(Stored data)
****************************************

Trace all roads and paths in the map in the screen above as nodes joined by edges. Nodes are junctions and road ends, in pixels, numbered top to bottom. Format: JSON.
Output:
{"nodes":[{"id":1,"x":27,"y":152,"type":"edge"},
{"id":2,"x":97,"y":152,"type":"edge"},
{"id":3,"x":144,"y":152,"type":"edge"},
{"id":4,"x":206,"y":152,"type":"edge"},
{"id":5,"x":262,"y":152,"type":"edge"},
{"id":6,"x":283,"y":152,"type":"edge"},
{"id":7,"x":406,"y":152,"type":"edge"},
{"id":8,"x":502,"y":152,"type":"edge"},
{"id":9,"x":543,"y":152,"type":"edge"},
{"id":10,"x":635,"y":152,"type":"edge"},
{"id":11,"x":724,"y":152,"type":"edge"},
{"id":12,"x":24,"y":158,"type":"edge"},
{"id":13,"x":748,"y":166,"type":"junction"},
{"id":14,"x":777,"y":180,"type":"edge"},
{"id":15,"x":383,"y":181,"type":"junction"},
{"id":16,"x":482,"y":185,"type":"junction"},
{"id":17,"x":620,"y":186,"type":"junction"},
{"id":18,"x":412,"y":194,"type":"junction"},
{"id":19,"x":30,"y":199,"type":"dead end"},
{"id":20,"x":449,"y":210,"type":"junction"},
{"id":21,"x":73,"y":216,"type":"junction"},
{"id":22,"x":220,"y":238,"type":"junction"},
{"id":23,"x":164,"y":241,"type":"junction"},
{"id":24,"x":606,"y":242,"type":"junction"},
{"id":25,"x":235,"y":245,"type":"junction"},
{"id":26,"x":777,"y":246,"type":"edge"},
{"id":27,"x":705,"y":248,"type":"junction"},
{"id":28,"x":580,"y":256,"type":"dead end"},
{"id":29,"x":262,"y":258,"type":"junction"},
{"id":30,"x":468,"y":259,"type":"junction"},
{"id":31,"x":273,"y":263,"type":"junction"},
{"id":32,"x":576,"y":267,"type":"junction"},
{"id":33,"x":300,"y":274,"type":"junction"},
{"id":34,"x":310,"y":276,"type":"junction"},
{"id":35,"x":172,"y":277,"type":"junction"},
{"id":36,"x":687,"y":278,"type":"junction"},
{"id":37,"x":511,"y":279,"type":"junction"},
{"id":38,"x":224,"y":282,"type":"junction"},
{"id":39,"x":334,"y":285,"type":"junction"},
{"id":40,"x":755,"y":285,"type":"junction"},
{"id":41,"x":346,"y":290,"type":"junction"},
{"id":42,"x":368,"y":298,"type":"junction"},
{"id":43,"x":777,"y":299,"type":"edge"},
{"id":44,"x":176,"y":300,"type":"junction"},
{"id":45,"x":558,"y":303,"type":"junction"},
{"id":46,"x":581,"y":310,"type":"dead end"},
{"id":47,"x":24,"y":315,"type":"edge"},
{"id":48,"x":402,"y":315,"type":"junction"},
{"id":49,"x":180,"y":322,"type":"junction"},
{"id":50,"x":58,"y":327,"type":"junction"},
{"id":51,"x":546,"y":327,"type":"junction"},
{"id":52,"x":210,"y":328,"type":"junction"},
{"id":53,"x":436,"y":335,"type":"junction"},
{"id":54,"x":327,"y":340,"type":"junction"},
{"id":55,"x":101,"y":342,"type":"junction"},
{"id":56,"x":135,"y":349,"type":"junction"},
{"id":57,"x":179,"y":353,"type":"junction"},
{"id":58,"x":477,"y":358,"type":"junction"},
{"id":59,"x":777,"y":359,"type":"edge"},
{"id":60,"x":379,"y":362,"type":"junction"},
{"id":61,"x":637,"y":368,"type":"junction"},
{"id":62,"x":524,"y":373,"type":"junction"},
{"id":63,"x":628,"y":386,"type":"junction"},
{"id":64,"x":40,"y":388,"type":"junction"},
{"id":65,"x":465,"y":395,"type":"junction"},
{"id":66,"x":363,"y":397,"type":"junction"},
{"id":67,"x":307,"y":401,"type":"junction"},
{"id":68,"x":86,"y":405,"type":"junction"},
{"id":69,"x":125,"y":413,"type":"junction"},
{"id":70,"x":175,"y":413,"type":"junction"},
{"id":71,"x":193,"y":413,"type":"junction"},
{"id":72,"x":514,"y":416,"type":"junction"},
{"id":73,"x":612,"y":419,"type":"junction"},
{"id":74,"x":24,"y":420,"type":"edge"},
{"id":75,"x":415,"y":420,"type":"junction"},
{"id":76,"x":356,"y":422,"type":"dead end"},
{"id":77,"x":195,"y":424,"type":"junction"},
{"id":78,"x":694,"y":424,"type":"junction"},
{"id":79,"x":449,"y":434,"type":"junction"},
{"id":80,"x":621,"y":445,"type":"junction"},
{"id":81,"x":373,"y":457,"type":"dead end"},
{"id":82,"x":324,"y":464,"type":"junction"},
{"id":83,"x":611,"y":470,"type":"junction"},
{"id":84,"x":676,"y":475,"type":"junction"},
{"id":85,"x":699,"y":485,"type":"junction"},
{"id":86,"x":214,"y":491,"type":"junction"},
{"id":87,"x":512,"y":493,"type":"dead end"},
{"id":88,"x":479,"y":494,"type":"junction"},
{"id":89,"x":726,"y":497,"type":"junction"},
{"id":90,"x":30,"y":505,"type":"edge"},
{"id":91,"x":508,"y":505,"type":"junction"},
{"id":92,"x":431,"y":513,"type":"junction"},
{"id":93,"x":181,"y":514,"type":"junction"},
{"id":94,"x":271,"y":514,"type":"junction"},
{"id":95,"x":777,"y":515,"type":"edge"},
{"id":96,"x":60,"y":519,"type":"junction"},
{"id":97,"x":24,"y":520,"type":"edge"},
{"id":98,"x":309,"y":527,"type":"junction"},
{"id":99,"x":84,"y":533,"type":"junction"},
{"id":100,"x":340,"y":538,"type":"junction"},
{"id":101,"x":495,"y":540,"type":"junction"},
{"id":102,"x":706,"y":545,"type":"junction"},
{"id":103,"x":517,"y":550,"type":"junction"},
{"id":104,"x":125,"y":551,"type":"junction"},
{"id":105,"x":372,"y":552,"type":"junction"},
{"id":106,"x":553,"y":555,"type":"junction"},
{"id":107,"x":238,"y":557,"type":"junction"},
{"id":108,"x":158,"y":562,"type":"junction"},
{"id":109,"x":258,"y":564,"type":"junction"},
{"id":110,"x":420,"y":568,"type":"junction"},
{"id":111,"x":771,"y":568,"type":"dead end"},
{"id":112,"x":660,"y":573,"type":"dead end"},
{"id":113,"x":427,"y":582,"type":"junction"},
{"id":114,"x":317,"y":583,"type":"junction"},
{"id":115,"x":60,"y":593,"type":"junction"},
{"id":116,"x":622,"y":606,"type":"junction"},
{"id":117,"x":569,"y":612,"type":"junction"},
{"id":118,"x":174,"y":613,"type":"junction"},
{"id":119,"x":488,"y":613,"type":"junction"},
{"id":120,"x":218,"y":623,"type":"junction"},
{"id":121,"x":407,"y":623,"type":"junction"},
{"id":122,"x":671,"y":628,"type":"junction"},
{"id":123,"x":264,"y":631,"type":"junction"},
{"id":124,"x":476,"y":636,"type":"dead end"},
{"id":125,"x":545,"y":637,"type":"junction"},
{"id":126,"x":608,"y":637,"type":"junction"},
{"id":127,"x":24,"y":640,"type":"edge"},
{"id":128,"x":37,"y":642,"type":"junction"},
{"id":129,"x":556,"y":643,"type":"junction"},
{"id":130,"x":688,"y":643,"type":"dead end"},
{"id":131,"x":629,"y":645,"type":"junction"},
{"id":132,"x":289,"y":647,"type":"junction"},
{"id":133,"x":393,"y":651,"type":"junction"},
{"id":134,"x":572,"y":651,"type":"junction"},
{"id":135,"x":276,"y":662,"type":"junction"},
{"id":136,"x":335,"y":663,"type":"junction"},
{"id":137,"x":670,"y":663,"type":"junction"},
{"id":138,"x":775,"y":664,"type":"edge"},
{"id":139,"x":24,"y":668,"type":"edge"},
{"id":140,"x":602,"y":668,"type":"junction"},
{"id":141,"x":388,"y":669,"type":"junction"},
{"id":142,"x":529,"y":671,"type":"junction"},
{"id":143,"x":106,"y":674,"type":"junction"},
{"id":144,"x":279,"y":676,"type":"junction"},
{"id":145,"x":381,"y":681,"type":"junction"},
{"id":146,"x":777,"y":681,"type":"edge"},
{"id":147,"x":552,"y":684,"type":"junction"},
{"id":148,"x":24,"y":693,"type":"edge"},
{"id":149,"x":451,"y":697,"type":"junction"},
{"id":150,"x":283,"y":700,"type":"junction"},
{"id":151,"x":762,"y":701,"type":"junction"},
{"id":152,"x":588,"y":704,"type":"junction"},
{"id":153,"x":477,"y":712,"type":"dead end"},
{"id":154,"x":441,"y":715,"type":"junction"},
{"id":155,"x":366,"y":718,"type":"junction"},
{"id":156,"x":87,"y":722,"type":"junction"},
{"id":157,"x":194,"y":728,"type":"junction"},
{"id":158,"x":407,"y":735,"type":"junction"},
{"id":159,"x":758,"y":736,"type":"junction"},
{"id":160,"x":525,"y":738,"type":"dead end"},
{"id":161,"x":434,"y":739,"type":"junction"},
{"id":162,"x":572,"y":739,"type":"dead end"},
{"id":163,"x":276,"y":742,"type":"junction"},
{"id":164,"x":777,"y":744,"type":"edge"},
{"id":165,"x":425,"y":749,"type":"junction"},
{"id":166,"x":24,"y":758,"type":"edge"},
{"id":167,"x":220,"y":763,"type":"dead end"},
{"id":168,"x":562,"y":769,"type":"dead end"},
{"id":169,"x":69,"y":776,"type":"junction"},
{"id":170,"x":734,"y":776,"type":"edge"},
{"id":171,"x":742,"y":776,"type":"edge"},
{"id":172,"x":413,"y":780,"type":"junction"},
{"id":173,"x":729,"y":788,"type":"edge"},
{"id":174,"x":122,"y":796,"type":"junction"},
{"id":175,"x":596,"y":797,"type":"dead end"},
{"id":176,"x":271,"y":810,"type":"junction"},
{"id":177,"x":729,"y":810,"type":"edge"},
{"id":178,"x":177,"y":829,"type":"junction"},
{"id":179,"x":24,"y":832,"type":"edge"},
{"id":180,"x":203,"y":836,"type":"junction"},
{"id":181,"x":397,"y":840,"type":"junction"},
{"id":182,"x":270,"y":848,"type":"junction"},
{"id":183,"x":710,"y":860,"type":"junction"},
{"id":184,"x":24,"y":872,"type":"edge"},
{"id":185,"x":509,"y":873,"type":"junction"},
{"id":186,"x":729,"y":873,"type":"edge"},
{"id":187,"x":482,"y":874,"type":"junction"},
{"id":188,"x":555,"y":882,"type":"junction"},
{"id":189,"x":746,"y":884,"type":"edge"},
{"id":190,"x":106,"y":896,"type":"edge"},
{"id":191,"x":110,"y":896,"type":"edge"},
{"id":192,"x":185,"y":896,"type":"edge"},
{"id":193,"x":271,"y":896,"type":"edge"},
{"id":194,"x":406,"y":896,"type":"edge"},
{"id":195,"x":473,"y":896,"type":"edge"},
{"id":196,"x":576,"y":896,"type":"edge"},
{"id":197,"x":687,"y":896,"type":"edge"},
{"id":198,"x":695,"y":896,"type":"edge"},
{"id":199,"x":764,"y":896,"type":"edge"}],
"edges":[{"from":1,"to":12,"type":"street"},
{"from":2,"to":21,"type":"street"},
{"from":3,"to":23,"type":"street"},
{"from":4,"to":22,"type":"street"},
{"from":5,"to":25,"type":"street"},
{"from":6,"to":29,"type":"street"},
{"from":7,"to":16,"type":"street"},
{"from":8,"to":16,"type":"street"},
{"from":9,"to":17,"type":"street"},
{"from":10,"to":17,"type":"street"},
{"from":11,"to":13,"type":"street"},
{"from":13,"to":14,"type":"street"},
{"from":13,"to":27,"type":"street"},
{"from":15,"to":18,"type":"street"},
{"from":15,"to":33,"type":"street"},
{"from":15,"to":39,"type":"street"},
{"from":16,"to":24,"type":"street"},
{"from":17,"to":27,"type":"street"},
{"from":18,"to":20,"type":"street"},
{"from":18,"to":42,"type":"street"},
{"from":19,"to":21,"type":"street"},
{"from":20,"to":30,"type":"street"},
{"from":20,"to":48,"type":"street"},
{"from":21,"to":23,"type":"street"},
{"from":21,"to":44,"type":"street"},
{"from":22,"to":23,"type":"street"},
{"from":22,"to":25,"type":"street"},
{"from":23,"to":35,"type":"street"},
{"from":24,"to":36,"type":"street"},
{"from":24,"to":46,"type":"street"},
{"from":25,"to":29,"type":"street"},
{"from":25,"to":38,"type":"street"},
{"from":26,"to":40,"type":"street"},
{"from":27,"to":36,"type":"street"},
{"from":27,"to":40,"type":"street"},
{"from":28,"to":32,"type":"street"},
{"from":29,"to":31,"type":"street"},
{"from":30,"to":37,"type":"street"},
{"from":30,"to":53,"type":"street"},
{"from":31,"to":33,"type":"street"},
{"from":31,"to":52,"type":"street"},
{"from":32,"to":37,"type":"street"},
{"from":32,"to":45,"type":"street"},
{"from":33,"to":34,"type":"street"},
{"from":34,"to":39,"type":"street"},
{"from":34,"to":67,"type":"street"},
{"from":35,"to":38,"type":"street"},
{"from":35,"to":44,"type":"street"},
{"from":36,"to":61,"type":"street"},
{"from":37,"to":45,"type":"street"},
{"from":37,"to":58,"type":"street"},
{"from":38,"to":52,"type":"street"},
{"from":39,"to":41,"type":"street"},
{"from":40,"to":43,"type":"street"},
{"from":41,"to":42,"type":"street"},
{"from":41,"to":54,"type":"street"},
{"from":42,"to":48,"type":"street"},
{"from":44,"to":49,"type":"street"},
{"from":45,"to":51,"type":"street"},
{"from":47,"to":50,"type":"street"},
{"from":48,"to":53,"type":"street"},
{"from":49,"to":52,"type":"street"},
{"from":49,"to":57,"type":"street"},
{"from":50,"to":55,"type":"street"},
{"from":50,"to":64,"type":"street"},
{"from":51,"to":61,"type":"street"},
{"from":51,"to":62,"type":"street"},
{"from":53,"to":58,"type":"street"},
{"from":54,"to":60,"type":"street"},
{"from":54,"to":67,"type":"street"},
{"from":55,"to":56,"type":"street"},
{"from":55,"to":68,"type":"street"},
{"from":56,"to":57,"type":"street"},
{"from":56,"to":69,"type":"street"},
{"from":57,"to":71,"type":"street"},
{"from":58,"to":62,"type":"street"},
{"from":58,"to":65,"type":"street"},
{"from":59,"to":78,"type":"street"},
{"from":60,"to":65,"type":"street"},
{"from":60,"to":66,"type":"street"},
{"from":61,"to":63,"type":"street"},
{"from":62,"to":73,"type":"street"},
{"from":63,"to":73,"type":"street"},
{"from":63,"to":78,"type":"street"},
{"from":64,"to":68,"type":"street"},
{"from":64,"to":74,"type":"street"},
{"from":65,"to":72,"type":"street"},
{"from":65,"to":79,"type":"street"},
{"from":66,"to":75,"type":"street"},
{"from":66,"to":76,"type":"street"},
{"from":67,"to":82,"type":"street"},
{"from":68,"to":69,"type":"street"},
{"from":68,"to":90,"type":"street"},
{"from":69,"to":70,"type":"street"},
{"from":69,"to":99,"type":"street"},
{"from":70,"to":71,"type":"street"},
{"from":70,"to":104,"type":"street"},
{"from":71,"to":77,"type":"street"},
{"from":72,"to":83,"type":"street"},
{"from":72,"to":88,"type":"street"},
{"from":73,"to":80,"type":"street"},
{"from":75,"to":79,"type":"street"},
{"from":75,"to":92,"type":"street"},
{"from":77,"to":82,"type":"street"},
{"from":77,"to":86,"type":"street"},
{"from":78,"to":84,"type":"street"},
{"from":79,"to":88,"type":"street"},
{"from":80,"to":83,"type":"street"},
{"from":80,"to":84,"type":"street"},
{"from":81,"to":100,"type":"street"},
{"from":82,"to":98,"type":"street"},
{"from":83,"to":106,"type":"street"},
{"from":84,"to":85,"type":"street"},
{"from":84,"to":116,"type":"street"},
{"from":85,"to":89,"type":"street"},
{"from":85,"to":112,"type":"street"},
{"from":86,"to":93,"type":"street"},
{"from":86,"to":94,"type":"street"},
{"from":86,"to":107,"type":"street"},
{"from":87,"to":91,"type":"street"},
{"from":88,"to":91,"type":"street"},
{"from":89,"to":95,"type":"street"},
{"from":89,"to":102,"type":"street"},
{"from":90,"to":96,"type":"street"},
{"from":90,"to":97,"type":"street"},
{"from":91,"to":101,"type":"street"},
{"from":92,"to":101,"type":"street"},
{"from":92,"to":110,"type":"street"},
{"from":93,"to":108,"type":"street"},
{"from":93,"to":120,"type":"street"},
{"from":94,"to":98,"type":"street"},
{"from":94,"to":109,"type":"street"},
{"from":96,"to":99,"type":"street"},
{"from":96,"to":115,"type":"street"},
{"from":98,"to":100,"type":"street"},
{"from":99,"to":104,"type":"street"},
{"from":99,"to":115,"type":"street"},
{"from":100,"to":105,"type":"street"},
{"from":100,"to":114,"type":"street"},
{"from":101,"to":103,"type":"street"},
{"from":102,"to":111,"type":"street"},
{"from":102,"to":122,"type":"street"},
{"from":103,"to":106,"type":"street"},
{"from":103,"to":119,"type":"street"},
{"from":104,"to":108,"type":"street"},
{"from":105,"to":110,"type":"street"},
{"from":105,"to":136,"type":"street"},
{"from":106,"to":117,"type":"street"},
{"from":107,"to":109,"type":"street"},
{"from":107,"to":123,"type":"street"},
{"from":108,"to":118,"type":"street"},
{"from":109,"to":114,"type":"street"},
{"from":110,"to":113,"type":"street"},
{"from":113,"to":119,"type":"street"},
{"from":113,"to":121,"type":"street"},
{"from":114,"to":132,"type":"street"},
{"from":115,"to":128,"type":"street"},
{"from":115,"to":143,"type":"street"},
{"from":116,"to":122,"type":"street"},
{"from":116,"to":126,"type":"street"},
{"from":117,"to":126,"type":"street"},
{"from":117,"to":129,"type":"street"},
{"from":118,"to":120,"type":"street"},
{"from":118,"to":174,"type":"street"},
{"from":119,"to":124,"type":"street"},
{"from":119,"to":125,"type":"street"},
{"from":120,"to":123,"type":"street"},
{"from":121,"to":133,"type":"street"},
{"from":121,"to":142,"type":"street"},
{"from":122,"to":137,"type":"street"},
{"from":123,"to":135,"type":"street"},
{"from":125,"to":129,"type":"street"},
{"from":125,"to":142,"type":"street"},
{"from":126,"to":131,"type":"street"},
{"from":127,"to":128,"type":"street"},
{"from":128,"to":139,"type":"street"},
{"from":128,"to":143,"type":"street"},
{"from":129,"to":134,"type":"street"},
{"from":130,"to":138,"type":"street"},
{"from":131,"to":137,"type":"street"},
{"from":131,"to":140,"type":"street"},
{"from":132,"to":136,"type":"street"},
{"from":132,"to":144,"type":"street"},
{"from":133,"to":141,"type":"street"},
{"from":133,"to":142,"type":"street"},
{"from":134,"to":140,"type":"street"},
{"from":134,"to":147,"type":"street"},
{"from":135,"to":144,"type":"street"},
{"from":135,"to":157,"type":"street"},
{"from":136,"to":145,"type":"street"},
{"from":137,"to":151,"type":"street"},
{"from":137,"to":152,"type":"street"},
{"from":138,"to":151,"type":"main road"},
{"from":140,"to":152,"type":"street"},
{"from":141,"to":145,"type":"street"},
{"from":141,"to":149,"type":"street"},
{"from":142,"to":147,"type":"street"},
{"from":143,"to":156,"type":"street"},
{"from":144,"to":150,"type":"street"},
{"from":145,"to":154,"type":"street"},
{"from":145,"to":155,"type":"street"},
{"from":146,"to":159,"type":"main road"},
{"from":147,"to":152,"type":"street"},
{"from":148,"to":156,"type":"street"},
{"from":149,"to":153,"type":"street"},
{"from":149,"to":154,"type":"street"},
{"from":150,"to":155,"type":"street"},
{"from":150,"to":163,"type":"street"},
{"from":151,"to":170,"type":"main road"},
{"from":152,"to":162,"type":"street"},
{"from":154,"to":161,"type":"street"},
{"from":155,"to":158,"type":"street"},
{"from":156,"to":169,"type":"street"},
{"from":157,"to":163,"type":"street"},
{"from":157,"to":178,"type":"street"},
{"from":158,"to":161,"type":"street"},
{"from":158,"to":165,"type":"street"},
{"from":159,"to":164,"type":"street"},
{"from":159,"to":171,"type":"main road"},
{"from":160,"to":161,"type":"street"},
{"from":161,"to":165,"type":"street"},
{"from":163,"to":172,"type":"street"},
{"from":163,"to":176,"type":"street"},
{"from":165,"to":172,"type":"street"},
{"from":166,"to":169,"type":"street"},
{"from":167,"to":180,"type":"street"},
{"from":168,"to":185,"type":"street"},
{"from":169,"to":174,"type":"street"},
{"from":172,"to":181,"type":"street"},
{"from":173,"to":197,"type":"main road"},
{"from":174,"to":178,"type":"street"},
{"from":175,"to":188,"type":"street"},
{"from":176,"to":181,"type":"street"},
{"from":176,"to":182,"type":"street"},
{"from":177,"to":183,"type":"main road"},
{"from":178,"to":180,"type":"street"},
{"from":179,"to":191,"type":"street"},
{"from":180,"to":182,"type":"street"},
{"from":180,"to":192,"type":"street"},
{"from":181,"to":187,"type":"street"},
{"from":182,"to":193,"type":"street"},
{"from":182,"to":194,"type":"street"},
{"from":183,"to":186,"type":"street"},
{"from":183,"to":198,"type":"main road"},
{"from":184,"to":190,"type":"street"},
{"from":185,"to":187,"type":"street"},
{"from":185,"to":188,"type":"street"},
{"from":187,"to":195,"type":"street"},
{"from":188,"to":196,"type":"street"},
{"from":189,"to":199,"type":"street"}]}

****************************************

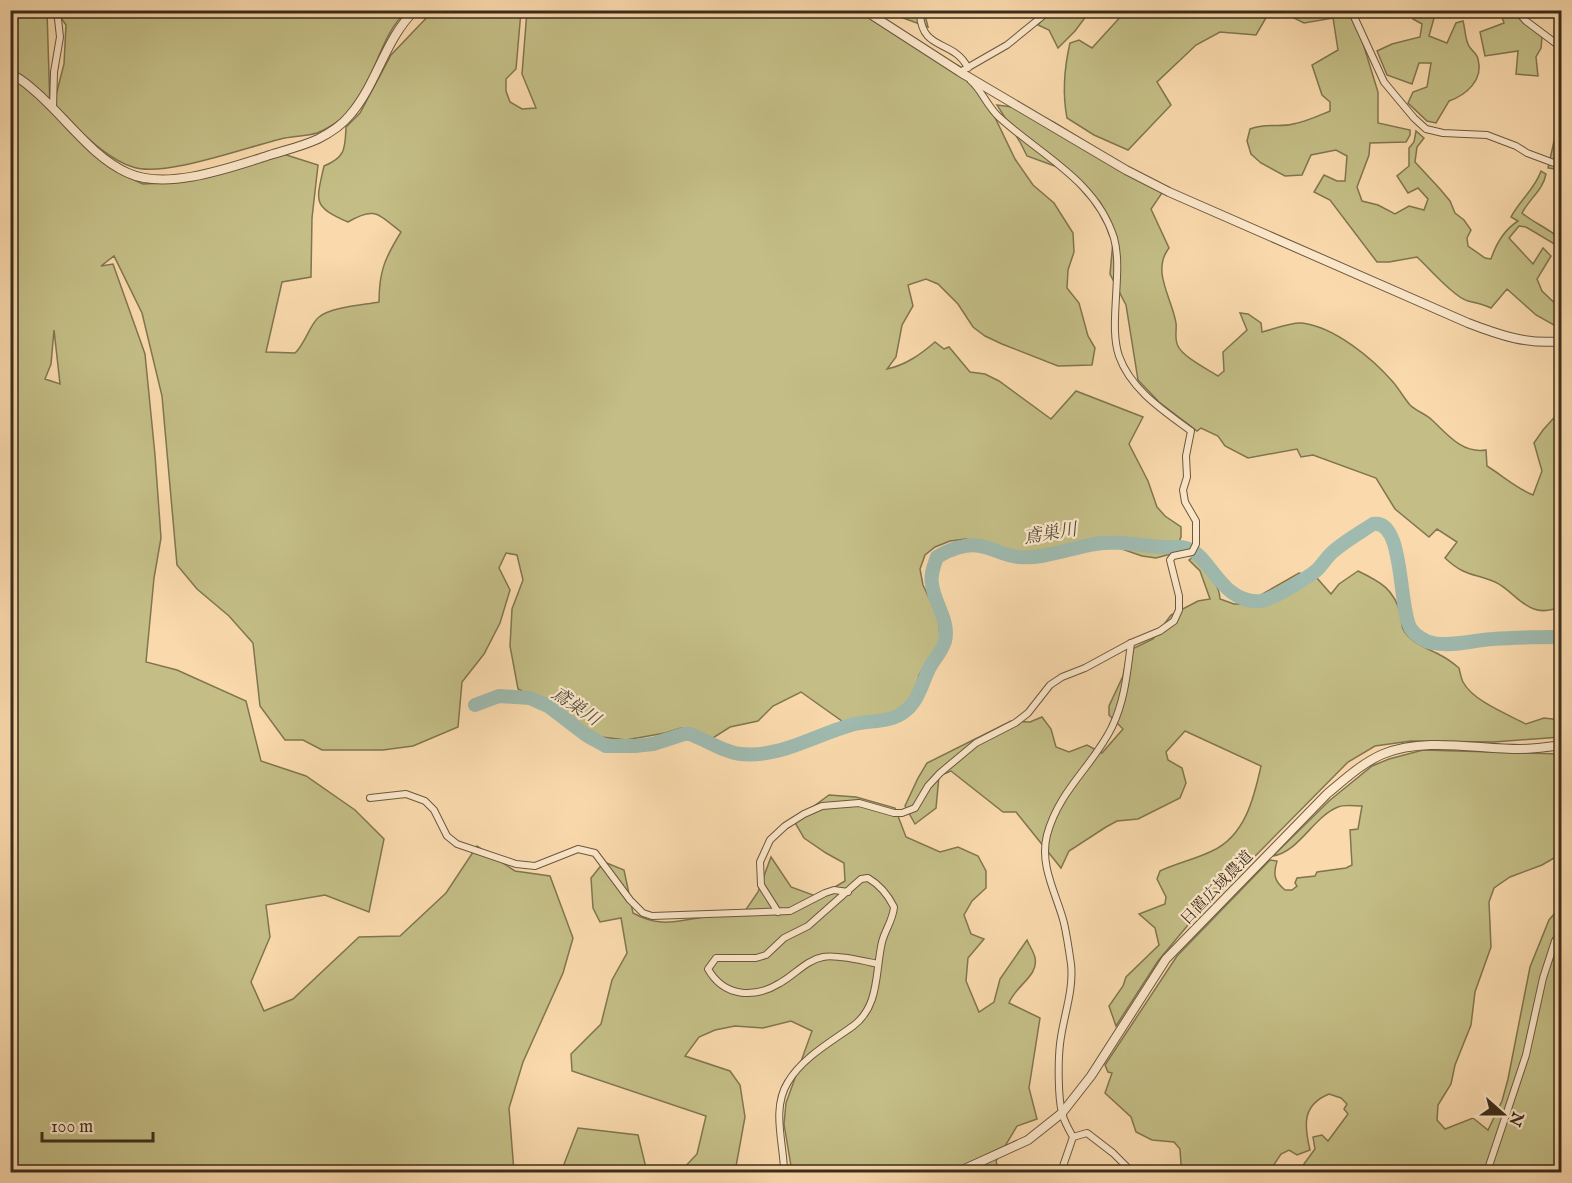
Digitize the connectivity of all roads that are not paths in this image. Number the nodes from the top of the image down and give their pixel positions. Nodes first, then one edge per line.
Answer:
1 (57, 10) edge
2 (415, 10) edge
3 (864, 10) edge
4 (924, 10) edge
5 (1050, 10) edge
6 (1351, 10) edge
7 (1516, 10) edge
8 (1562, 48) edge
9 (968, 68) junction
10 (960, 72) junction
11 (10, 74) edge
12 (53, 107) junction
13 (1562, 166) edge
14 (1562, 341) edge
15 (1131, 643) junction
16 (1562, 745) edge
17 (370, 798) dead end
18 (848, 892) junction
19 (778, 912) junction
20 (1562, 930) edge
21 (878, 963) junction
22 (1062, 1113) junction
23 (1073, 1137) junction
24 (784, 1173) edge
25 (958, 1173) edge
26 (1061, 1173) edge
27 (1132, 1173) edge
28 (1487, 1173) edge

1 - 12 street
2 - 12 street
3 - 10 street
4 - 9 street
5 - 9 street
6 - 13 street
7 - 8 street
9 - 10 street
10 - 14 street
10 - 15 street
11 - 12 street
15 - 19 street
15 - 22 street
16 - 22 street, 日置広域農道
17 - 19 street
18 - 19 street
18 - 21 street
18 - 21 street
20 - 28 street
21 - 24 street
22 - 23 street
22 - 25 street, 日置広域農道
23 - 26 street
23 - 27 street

****************************************

**Task brief:**
Identify the lines in the entries above that contain "roads", then copy them out.

**Worked solution:**
Trace all roads and paths in the map in the screen above as nodes joined by edges. Nodes are junctions and road ends, in pixels, numbered top to bottom. Format: JSON.
Digitize the connectivity of all roads that are not paths in this image. Number the nodes from the top of the image down and give their pixel positions. Nodes first, then one edge per line.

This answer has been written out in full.